● **Activity**:
Among the records below, find the lines with the word "street" and copy them.

*** Information ***

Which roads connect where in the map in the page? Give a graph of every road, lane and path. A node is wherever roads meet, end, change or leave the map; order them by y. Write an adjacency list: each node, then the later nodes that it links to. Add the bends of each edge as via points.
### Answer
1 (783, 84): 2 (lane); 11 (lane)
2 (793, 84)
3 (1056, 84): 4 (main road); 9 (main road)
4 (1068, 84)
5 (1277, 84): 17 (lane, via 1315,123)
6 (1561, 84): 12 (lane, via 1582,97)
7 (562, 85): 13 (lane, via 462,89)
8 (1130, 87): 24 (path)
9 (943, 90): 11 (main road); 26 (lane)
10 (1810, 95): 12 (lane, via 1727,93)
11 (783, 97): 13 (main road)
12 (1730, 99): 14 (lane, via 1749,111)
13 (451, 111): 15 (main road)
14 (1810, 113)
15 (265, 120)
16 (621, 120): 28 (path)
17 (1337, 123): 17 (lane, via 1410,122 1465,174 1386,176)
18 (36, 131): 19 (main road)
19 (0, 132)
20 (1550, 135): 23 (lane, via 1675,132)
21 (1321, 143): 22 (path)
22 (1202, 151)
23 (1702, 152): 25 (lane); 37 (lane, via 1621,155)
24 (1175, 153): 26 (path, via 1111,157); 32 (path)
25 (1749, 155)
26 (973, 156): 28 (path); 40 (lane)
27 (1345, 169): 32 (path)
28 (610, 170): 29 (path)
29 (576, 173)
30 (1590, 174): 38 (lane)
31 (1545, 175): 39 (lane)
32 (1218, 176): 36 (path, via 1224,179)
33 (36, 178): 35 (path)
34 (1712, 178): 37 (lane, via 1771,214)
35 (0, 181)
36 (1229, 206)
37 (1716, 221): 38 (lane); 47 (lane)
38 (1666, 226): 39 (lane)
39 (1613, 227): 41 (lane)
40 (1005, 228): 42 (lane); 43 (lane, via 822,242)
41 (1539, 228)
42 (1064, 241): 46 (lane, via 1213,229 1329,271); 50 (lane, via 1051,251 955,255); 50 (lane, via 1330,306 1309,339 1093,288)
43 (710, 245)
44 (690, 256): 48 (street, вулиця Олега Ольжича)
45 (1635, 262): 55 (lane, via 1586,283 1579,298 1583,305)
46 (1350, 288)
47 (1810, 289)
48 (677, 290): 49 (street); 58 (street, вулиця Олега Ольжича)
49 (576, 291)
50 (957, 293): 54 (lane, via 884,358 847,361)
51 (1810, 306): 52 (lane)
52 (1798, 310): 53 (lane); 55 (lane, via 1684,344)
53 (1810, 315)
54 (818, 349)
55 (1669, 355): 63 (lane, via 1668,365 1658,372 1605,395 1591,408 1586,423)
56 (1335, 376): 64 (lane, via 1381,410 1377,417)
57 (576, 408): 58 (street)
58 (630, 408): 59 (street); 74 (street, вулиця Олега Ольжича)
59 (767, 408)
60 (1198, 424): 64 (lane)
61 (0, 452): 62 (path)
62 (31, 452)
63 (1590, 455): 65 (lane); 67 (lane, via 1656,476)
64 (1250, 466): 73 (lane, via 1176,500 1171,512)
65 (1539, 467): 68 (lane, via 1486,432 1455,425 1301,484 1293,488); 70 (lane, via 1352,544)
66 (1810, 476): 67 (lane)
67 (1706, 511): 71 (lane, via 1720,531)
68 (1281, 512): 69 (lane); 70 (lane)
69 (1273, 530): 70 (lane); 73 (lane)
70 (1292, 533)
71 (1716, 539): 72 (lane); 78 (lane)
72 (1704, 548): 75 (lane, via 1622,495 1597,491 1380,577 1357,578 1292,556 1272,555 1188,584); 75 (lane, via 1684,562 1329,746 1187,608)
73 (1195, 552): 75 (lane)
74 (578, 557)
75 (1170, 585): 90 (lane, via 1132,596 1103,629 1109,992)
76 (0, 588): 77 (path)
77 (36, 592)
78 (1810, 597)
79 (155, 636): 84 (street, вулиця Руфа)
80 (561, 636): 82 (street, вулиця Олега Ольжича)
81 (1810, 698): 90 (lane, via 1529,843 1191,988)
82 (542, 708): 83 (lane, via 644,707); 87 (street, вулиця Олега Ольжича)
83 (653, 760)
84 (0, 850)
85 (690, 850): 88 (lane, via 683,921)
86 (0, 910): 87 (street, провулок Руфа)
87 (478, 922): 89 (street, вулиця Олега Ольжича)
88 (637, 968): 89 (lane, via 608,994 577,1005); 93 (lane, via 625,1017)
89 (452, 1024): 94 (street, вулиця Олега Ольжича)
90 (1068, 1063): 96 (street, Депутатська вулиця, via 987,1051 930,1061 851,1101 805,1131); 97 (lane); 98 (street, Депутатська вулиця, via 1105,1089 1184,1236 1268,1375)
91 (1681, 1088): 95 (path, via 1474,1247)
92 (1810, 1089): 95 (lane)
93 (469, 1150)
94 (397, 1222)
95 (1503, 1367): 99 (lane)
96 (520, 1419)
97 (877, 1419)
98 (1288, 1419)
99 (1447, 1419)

*** End of Information ***

● **Finished exercise**:
44 (690, 256): 48 (street, вулиця Олега Ольжича)
48 (677, 290): 49 (street); 58 (street, вулиця Олега Ольжича)
57 (576, 408): 58 (street)
58 (630, 408): 59 (street); 74 (street, вулиця Олега Ольжича)
79 (155, 636): 84 (street, вулиця Руфа)
80 (561, 636): 82 (street, вулиця Олега Ольжича)
82 (542, 708): 83 (lane, via 644,707); 87 (street, вулиця Олега Ольжича)
86 (0, 910): 87 (street, провулок Руфа)
87 (478, 922): 89 (street, вулиця Олега Ольжича)
89 (452, 1024): 94 (street, вулиця Олега Ольжича)
90 (1068, 1063): 96 (street, Депутатська вулиця, via 987,1051 930,1061 851,1101 805,1131); 97 (lane); 98 (street, Депутатська вулиця, via 1105,1089 1184,1236 1268,1375)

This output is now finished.